» **Exercise**
Only the text of the records belongs in the answer, copied exactly, with every picture omitted.

● ● ● ● ● ● ●

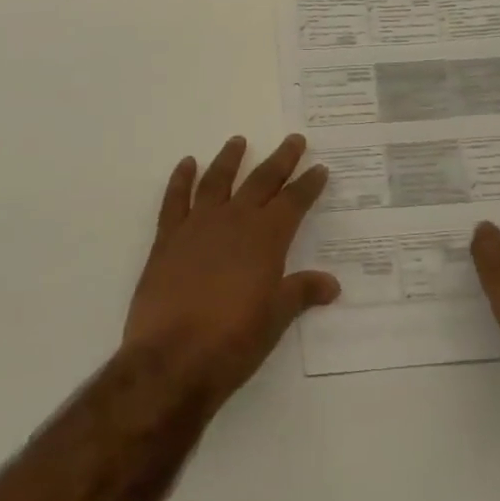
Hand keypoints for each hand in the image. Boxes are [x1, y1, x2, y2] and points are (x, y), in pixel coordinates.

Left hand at [123, 135, 339, 410]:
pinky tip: (187, 164)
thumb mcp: (275, 320)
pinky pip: (175, 200)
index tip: (320, 168)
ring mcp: (197, 226)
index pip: (294, 202)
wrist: (170, 360)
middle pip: (261, 181)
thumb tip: (332, 283)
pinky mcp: (167, 239)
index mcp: (265, 239)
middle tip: (294, 140)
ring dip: (230, 159)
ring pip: (217, 181)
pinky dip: (181, 179)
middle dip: (281, 160)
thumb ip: (301, 293)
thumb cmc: (232, 343)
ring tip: (238, 140)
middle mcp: (234, 221)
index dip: (308, 184)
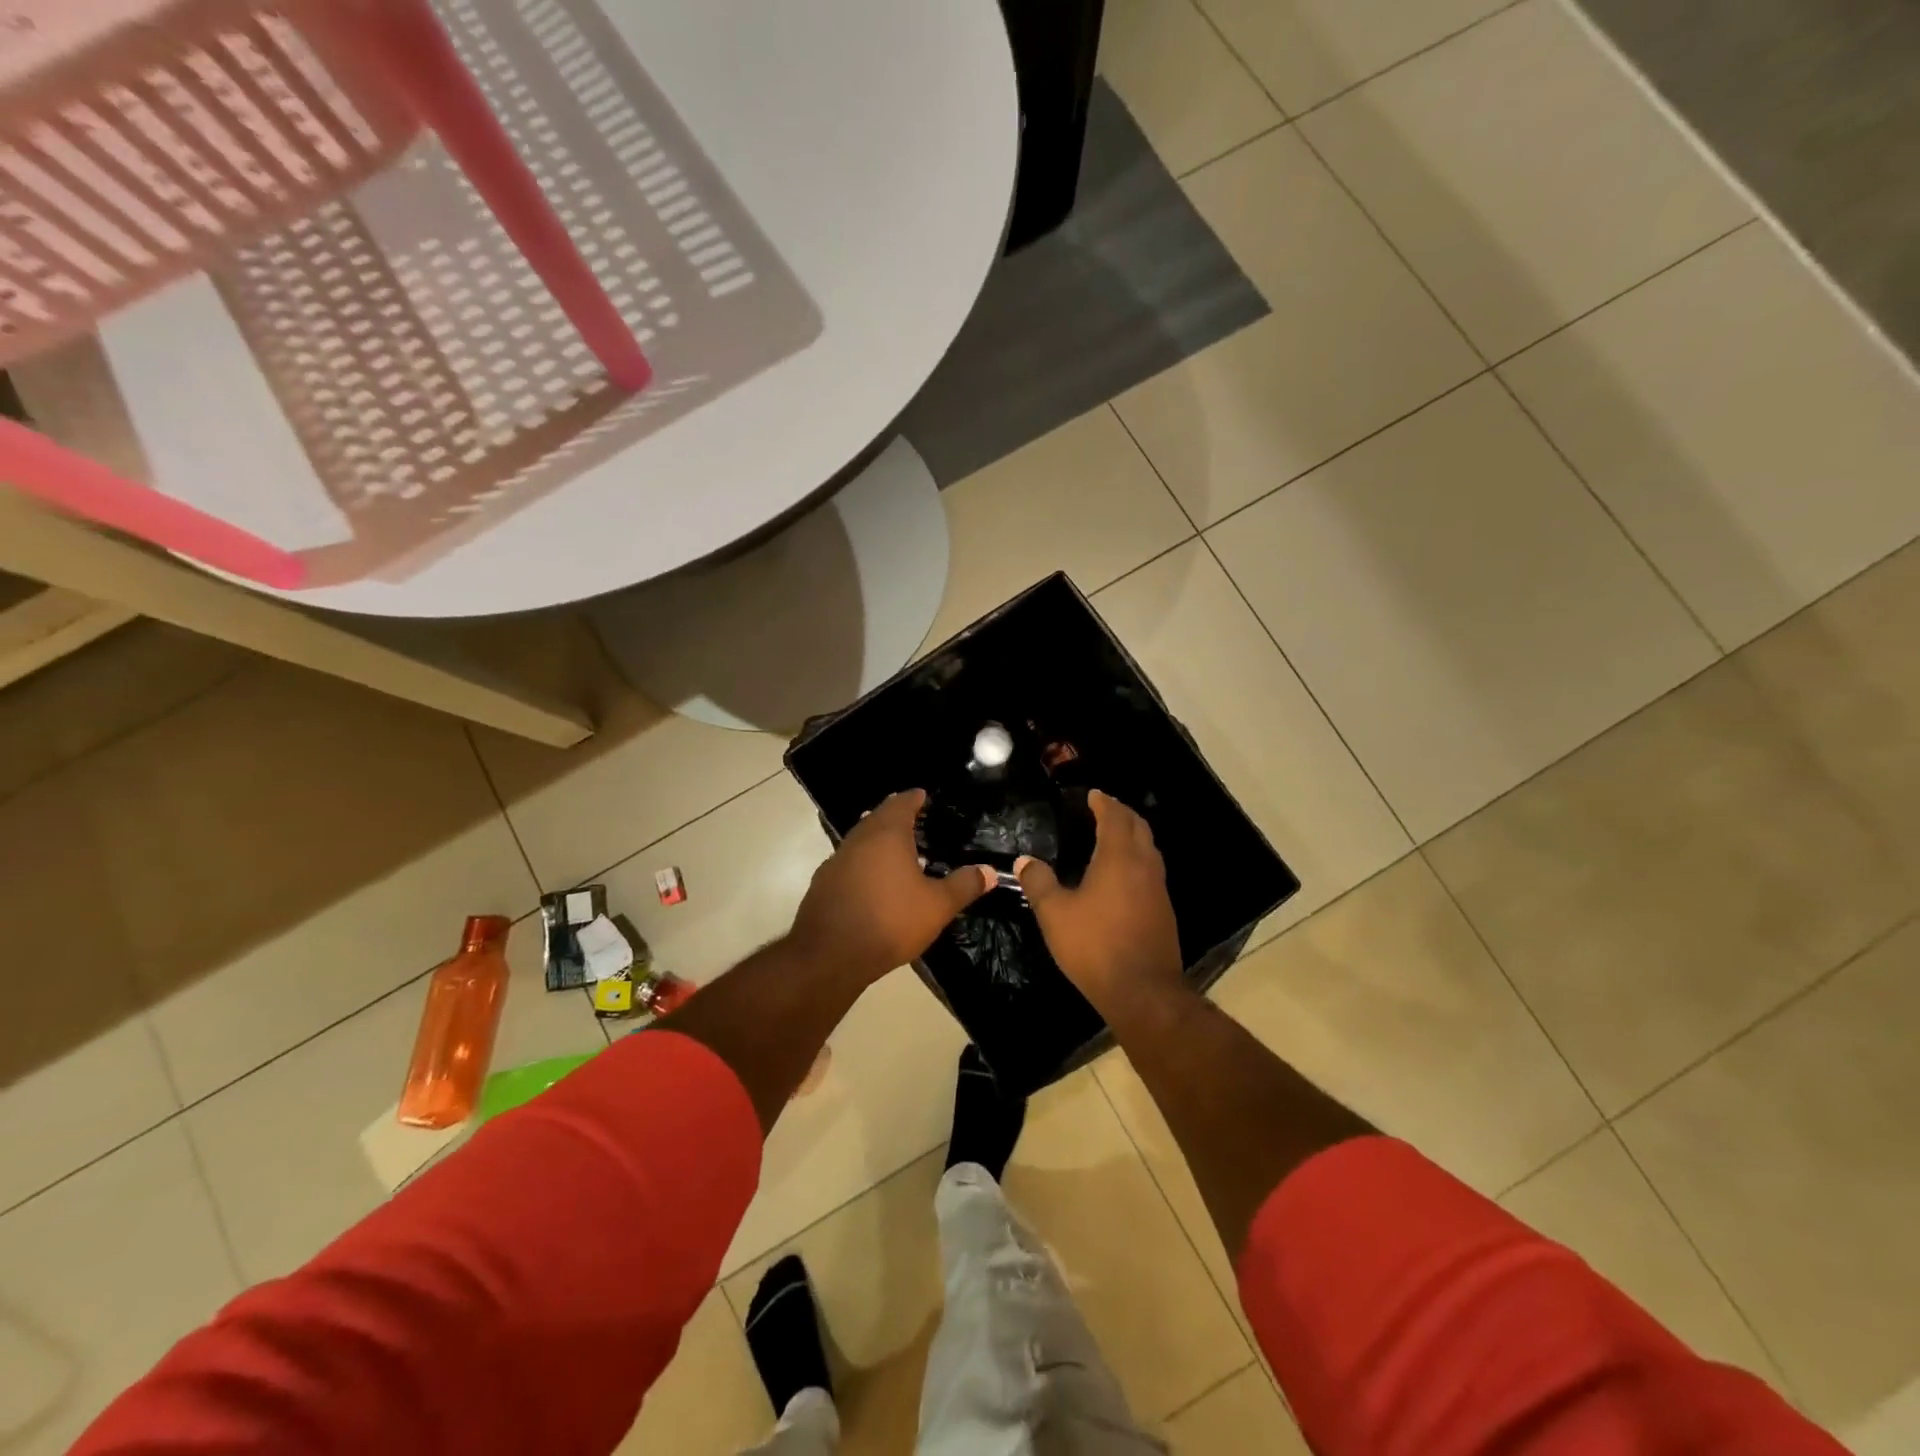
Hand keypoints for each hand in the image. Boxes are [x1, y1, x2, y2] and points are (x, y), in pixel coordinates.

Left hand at [790, 789, 992, 983]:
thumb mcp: (937, 906)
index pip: (901, 803)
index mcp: (887, 834)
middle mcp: (858, 839)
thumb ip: (964, 885)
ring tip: (897, 851)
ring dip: (877, 840)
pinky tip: (873, 881)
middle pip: (878, 818)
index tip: (923, 796)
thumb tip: (990, 871)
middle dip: (895, 816)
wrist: (830, 954)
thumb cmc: (890, 920)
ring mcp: (836, 860)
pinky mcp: (823, 883)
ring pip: (860, 840)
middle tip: (914, 821)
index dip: (914, 798)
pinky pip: (848, 862)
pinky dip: (863, 863)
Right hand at [1017, 791, 1182, 1013]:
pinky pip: (1151, 871)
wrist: (1143, 991)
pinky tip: (1123, 875)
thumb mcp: (1055, 914)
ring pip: (1149, 849)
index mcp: (1119, 858)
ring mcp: (1158, 889)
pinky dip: (1138, 859)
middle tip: (1104, 808)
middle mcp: (1144, 866)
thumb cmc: (1095, 945)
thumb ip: (1039, 883)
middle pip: (1139, 827)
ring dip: (1133, 835)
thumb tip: (1024, 860)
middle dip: (1122, 813)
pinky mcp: (1164, 911)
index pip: (1115, 817)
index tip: (1093, 795)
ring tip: (1113, 836)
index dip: (1104, 802)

● ● ● ● ● ● ●

» **Expected answer**
Hand keypoints for each hand in the image. Boxes are [x1, y1, x2, y2] and points are (x, y), in pixel coordinates.

Left hand at [123, 135, 339, 410]:
pinky tip: (187, 164)
thumb mcp: (275, 320)
pinky pip: (175, 200)
index tip: (320, 168)
ring mcp: (197, 226)
index pip: (294, 202)
wrist: (170, 360)
middle pip: (261, 181)
thumb tip: (332, 283)
pinky mcp: (167, 239)
index mcp: (265, 239)
middle tip: (294, 140)
ring dip: (230, 159)
ring pip: (217, 181)
pinky dip: (181, 179)
middle dip: (281, 160)
thumb ip: (301, 293)
thumb cmc: (232, 343)
ring tip: (238, 140)
middle mcp: (234, 221)
index dip: (308, 184)
Hand keypoints for each hand in the image. Boxes are [x1, y1, x2, y2] and points are (x, y), in pixel coordinates.

Left hand at [790, 789, 992, 983]:
thumb mcp: (937, 906)
index pip: (901, 803)
index mcp: (887, 834)
middle mcp: (858, 839)
thumb ip: (964, 885)
ring tip: (897, 851)
ring dip: (877, 840)
pinky tip: (873, 881)
middle pip: (878, 818)
index tip: (923, 796)
thumb tip: (990, 871)
middle dip: (895, 816)
wrist: (830, 954)
thumb cmc: (890, 920)
ring mcp: (836, 860)
pinky mcp: (823, 883)
ring pip: (860, 840)
middle tip: (914, 821)
index dip: (914, 798)
pinky pip: (848, 862)
pinky dip: (863, 863)
Right hand at [1017, 791, 1182, 1013]:
pinky pip: (1151, 871)
wrist: (1143, 991)
pinky tip: (1123, 875)
thumb mcp: (1055, 914)
ring pip: (1149, 849)
index mcp: (1119, 858)
ring mcp: (1158, 889)
pinky dip: (1138, 859)
middle tip: (1104, 808)
middle mcp: (1144, 866)
thumb cmc: (1095, 945)
thumb ip: (1039, 883)
middle pip: (1139, 827)
ring dip: (1133, 835)
thumb tip: (1024, 860)
middle dip: (1122, 813)
pinky mcp: (1164, 911)
index pip: (1115, 817)
index tip: (1093, 795)
ring tip: (1113, 836)
index dip: (1104, 802)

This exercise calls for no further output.